Intimidating The Press

Yesterday Peter Wehner at Commentary posted an article about the recent dust-up between President Obama’s White House and the press. He cites an article in the National Journal posted on Thursday and written by Ron Fournier. Mr. Fournier details some of his encounters with an official in the Obama White House.

The article at National Journal reports:

As editor-in-chief of National Journal, I received several e-mails and telephone calls from this White House official filled with vulgarity, abusive language, and virtually the same phrase that Politico characterized as a veiled threat. “You will regret staking out that claim,” The Washington Post reporter was told.

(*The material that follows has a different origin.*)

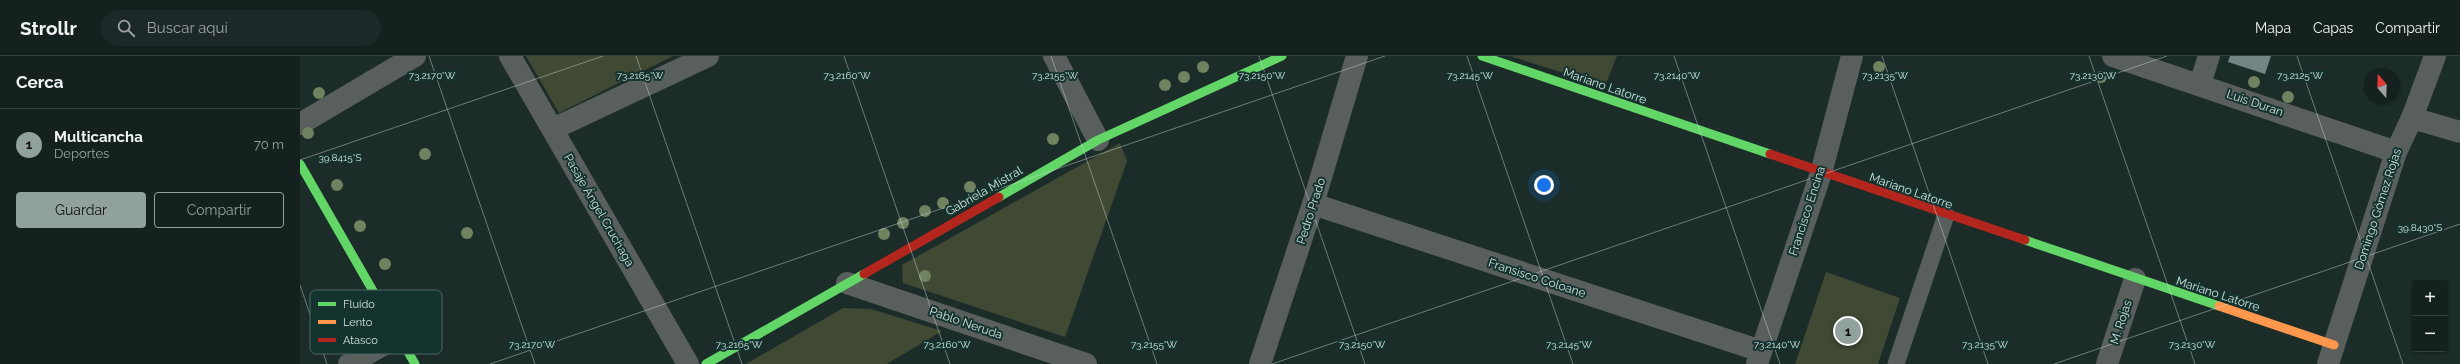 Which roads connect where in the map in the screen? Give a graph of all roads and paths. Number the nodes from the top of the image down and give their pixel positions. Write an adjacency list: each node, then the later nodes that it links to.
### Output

Once I moved back to daily reporting this year, the badgering intensified. I wrote Saturday night, asking the official to stop e-mailing me. The official wrote, challenging Woodward and my tweet. “Get off your high horse and assess the facts, Ron,” the official wrote.

Mr. Fournier responded with the following:

“I asked you to stop e-mailing me. All future e-mails from you will be on the record — publishable at my discretion and directly attributed to you. My cell-phone number is … . If you should decide you have anything constructive to share, you can try to reach me by phone. All of our conversations will also be on the record, publishable at my discretion and directly attributed to you.”

He has not heard from the official since. Cockroaches scatter when you turn on the light.

Mr. Fournier concludes at the end of his article:

This can’t be what Obama wants. He must not know how thin-skinned and close-minded his staff can be to criticism.

Peter Wehner at Commentary has a different conclusion:

I actually believe this conduct can be what Mr. Obama wants. He is himself quite thin-skinned and closed-minded, so it makes perfect sense for his staff to be as well. And while the press coverage they get often ranges from favorable to fawning, it is never good enough for them. The job of intimidation is a full-time one, after all, and it clearly works with some journalists.

One of the extraordinary talents the president has is projecting an image of decency and civility while giving home to staffers who are known for being abusive and threatening.

It’s perfectly appropriate to judge a president by his White House staff. And Ron Fournier has done us the favor of lifting the curtain, just a bit, on this one.

I truly believe that we currently have a White House full of Chicago thugs.